--- Task directions ---
Across the records that follow, count each line holding "Answer", and write only the total.

--- Supplied material ---
= Beginning of Section =

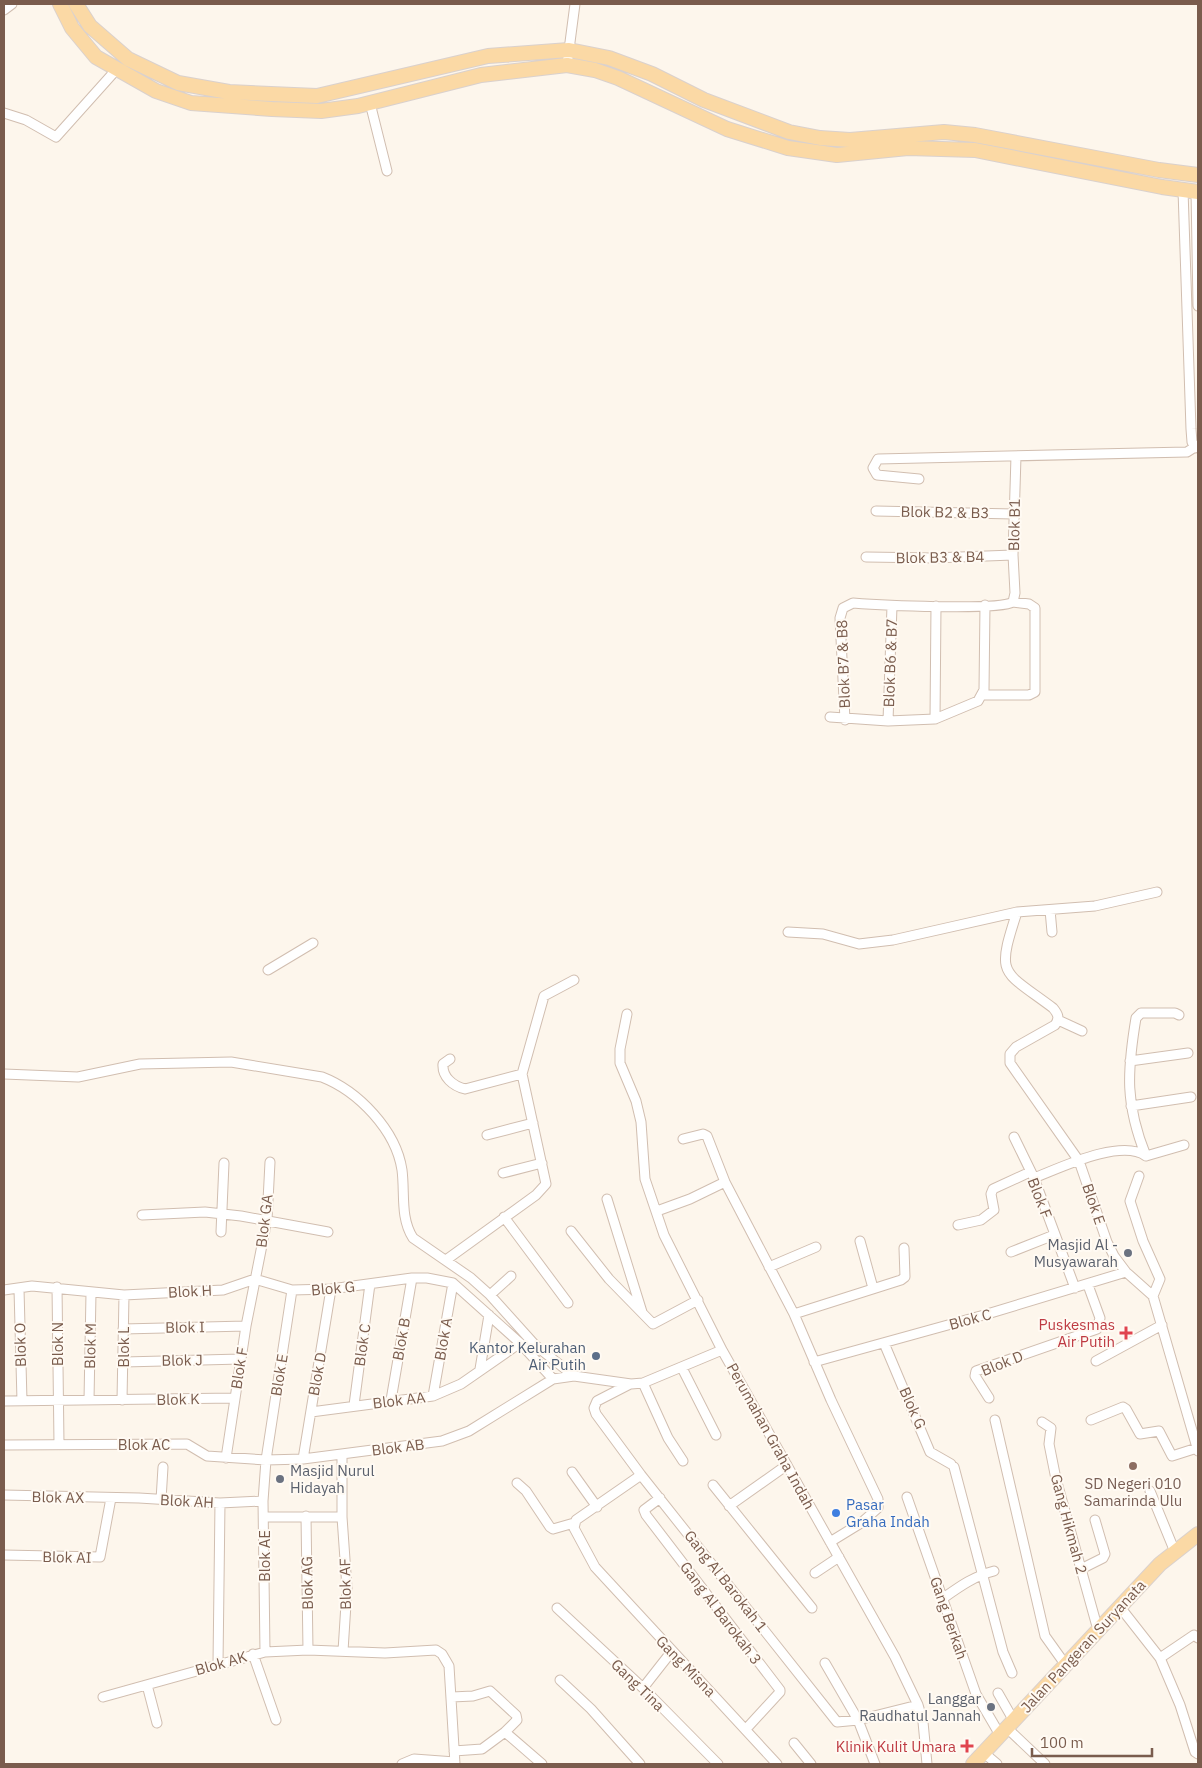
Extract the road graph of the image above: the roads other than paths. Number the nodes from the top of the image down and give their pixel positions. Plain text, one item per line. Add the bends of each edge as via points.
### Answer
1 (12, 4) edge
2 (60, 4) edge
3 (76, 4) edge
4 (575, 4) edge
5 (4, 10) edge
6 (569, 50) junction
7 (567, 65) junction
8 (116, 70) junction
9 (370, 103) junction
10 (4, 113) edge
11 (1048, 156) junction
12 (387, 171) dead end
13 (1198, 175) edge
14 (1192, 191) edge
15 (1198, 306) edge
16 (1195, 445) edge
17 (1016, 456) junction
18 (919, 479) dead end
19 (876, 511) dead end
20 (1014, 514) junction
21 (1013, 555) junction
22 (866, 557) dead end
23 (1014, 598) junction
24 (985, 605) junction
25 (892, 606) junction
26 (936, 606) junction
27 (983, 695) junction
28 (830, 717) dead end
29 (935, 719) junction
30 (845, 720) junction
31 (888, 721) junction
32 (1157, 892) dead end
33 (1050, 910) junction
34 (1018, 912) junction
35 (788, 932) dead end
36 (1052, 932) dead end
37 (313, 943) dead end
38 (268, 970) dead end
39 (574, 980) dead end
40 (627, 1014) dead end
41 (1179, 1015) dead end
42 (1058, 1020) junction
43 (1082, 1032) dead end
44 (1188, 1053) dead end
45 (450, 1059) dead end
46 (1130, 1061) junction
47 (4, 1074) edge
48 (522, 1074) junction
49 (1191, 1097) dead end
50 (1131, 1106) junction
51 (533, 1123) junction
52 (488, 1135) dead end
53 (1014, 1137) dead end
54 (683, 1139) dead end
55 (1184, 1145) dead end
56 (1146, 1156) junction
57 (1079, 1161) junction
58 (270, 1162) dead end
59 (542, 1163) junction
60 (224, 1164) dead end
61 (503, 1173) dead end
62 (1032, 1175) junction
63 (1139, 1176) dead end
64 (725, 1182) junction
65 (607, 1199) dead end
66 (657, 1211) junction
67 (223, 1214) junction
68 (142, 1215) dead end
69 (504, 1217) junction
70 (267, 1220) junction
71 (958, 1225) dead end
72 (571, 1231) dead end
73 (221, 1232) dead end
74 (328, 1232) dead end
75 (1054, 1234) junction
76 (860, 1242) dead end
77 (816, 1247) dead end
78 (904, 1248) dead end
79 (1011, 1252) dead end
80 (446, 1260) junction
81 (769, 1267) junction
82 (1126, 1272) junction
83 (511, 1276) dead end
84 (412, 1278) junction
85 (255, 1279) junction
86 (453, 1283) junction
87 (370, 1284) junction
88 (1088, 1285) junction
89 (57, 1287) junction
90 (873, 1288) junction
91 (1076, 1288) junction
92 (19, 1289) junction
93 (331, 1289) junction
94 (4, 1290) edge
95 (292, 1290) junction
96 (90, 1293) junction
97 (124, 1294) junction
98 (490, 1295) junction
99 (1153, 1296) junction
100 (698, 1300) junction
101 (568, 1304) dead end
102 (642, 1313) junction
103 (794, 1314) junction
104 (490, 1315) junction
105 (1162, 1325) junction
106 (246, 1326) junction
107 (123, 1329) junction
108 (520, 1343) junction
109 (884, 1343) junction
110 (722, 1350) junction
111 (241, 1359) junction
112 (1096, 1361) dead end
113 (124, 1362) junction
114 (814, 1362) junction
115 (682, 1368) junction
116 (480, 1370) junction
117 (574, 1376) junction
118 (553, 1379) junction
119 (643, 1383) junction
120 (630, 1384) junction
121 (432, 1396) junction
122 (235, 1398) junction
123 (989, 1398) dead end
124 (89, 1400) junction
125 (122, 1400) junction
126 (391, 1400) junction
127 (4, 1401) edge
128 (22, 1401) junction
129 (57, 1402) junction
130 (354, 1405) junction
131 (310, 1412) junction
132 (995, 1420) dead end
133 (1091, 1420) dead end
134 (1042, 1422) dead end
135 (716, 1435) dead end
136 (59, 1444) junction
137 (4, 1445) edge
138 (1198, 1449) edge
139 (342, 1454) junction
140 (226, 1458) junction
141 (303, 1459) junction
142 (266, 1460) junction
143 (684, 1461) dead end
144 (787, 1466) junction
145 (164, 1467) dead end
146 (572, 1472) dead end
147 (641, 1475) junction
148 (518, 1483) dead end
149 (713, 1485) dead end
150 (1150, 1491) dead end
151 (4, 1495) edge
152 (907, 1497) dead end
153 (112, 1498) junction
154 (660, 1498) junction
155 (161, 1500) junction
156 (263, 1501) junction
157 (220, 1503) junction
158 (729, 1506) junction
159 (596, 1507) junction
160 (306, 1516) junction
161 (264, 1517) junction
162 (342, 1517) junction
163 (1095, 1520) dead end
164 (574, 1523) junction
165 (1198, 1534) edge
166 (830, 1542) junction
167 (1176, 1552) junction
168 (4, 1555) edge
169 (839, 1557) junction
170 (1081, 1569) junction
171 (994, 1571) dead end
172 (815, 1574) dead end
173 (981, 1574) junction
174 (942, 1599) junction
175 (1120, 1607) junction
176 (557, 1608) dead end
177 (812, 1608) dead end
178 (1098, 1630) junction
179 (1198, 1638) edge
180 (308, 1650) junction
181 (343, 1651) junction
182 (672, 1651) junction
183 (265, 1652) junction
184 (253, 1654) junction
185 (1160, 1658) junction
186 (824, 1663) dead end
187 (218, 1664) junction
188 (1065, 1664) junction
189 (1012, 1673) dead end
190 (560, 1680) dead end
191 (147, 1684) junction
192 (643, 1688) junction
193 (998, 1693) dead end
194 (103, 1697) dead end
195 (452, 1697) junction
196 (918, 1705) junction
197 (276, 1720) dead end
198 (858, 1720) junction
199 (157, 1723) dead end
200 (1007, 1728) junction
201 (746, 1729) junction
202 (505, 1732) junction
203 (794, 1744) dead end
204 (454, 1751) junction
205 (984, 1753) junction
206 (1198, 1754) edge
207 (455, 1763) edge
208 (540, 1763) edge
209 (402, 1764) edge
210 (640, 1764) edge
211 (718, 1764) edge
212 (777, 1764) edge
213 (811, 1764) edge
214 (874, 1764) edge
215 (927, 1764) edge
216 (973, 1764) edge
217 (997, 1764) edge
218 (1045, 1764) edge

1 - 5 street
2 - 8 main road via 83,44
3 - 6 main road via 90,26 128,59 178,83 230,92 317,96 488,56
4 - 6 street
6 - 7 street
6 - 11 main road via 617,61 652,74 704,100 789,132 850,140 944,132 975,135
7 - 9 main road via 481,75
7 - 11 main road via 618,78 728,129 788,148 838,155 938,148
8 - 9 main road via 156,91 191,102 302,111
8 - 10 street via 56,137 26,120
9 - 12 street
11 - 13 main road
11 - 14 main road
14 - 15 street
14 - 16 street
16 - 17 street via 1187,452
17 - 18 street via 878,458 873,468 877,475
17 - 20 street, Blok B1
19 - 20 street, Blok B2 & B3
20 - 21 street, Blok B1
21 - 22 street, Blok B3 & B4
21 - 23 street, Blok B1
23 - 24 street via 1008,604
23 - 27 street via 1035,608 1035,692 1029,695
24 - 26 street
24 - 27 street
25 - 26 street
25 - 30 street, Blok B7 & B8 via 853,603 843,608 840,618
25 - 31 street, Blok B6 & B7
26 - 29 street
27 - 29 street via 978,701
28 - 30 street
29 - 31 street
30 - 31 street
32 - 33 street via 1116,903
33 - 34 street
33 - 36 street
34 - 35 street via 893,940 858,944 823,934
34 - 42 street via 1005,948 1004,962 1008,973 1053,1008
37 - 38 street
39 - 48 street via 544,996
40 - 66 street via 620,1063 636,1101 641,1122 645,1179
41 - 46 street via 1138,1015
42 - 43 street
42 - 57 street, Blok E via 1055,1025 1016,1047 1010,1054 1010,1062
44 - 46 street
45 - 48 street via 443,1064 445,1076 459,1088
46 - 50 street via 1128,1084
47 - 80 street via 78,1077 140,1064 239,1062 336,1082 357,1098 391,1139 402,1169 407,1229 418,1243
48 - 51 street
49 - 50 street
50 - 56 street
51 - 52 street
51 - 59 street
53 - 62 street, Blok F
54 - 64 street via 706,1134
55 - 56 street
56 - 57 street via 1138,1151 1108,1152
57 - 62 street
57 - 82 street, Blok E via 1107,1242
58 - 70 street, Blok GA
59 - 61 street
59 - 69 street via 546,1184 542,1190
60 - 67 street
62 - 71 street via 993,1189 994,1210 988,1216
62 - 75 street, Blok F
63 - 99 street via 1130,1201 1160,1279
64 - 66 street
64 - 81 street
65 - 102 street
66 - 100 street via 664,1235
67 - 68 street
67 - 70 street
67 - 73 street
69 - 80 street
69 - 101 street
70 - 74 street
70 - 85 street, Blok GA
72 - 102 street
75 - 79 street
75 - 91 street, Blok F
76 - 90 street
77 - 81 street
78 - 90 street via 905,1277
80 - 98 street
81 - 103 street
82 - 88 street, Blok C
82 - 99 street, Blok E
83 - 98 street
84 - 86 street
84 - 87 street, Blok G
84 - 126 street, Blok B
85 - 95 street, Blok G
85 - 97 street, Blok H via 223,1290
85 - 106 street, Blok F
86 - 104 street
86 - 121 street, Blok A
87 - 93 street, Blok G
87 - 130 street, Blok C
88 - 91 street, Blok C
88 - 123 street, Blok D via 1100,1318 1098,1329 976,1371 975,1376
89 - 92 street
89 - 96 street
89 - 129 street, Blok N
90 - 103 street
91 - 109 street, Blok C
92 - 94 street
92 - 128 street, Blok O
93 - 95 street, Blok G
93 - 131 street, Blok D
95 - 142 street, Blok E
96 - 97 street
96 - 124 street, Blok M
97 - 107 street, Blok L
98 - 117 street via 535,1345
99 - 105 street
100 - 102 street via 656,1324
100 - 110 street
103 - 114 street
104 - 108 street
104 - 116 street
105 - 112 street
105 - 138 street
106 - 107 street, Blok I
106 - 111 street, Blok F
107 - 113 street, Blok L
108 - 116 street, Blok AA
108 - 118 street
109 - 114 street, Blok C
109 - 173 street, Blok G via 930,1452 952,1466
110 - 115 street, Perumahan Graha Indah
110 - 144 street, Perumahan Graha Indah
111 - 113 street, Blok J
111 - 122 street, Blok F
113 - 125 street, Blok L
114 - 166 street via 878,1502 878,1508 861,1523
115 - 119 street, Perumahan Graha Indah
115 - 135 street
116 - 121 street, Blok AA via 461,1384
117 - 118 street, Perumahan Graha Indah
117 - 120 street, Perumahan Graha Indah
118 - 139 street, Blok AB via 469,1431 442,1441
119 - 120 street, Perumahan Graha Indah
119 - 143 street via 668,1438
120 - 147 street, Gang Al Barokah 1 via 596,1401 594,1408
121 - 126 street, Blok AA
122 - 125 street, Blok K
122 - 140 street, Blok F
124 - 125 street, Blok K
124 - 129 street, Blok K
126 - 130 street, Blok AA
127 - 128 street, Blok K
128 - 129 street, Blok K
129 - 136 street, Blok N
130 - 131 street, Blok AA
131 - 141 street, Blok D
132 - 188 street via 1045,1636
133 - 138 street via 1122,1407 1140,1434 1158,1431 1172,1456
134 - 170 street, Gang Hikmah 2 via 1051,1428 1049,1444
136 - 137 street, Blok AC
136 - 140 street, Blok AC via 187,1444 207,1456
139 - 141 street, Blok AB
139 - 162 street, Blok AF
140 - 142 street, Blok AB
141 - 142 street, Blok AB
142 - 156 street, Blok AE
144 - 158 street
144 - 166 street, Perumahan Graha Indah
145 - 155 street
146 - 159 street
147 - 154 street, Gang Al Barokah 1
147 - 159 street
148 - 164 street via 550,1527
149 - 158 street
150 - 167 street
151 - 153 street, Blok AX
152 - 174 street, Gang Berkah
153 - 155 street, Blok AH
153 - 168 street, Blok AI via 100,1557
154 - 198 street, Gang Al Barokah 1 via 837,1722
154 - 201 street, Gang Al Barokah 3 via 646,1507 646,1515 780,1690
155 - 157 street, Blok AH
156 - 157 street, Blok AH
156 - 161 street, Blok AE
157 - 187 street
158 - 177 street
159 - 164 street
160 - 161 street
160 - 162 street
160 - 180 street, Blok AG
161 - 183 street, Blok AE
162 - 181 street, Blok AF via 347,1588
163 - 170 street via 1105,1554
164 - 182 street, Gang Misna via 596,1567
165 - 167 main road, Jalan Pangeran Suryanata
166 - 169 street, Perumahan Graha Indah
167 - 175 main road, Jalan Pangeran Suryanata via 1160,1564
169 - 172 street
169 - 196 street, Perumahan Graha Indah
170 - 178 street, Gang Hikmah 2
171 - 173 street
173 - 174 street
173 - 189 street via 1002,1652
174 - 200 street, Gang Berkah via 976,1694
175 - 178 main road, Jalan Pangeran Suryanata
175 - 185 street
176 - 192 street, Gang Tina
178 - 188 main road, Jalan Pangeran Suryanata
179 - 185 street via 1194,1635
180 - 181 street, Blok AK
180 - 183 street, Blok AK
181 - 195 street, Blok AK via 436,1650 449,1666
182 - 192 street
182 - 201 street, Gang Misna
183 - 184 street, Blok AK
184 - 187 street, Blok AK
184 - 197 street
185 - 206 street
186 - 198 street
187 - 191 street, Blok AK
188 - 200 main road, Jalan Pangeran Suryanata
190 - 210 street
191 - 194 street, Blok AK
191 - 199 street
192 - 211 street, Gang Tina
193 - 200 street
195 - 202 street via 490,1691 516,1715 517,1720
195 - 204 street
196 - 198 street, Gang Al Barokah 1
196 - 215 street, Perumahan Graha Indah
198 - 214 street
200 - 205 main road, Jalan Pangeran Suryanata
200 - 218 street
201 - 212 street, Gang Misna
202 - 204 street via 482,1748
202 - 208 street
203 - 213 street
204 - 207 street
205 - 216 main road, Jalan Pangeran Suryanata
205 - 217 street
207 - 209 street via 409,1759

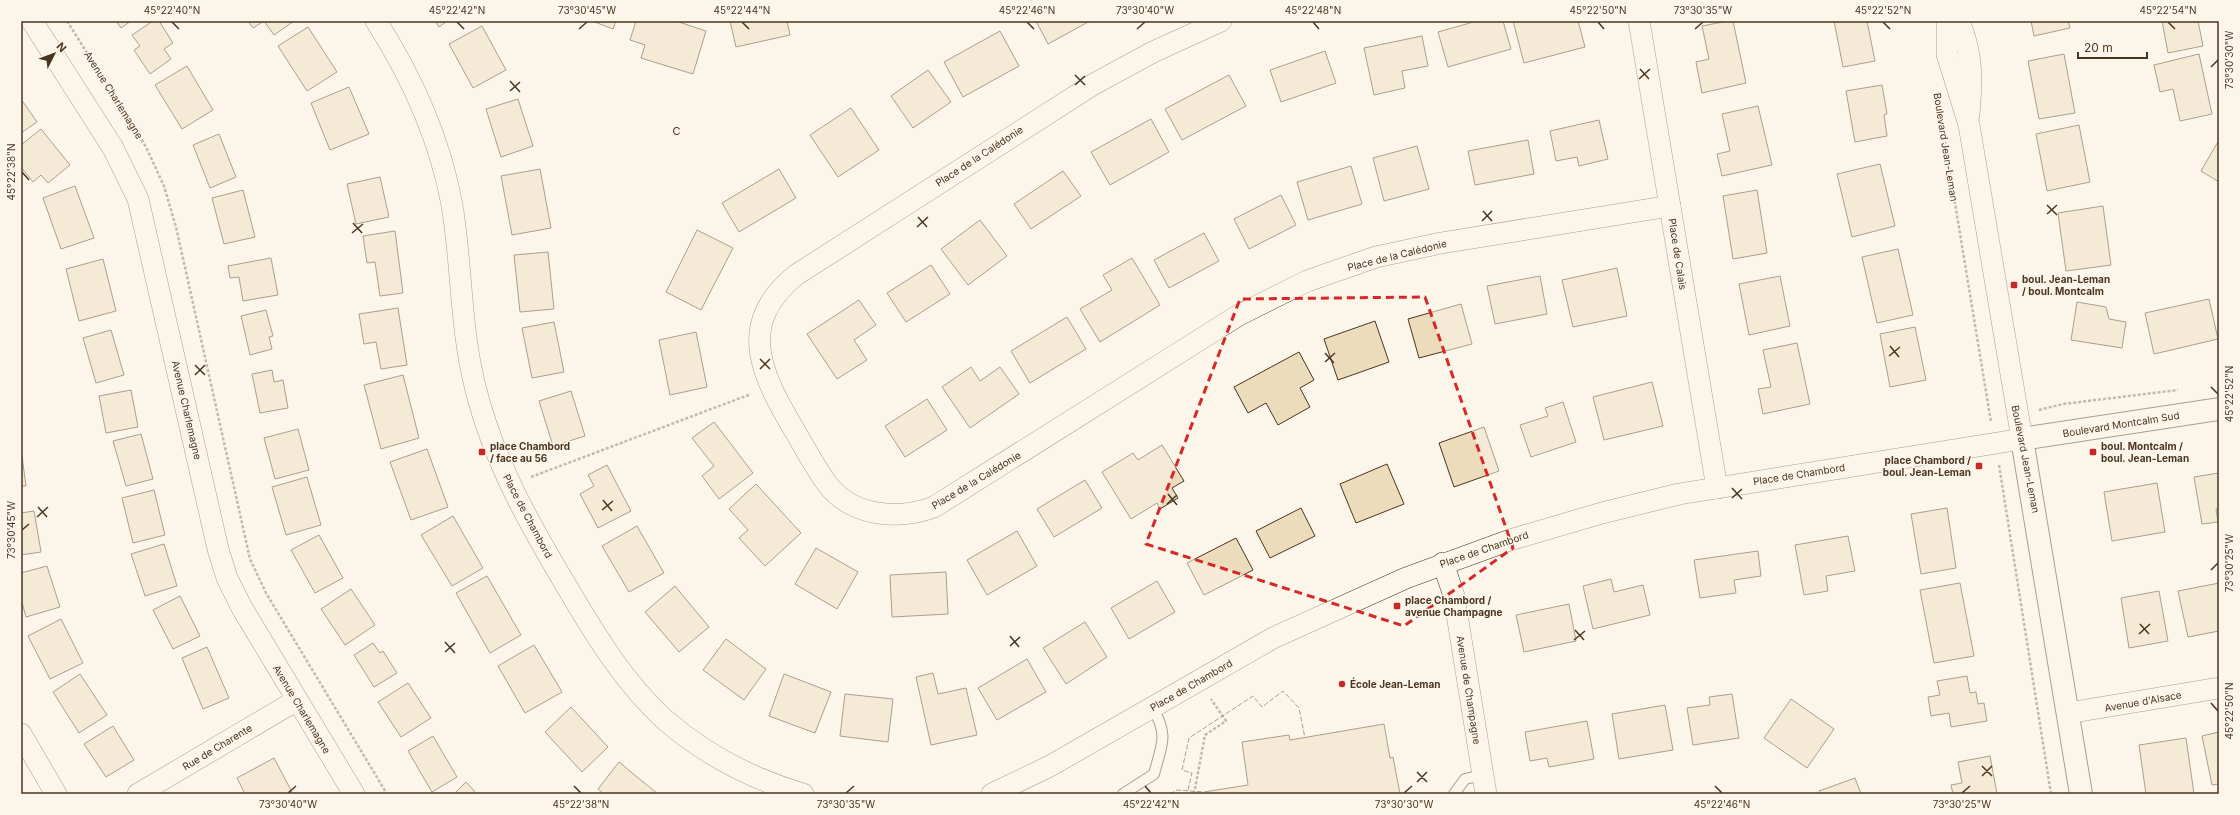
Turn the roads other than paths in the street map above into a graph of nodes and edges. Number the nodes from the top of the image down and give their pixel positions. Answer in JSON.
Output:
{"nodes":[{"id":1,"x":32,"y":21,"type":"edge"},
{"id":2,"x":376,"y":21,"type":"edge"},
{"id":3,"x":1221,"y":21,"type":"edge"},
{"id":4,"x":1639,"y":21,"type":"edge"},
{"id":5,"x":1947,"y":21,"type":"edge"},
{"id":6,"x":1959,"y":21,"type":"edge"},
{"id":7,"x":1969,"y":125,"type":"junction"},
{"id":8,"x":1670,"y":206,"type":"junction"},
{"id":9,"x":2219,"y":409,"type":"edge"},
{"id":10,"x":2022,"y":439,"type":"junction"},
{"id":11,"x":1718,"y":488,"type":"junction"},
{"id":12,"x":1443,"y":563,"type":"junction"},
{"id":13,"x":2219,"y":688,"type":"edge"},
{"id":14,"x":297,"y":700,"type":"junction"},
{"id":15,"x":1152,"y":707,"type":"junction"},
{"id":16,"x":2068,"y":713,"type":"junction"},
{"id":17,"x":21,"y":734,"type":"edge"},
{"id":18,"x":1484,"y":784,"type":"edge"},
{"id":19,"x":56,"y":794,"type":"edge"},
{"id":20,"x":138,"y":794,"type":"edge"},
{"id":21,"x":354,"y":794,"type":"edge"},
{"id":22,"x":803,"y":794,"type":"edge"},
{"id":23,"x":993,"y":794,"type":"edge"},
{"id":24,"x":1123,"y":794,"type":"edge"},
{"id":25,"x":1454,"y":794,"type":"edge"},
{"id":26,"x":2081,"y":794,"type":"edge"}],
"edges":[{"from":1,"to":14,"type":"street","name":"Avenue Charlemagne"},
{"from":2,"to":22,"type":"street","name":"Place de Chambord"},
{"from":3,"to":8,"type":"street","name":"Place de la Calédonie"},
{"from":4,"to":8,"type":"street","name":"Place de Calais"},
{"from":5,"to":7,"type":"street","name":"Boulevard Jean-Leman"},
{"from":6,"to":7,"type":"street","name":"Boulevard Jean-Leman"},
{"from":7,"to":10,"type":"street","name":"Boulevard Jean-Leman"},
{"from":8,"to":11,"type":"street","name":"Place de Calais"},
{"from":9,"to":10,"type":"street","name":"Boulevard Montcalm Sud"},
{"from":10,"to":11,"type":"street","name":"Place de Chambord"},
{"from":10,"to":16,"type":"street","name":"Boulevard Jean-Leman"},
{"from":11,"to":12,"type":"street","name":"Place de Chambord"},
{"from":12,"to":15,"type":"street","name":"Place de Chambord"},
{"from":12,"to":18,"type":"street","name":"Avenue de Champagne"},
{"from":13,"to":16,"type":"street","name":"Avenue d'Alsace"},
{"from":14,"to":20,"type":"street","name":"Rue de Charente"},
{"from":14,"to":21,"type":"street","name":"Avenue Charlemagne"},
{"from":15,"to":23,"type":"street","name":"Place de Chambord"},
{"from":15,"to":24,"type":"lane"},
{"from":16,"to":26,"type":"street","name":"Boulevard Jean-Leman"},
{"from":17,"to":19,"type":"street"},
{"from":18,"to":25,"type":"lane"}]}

= End of Section =

--- Response for this exercise ---
2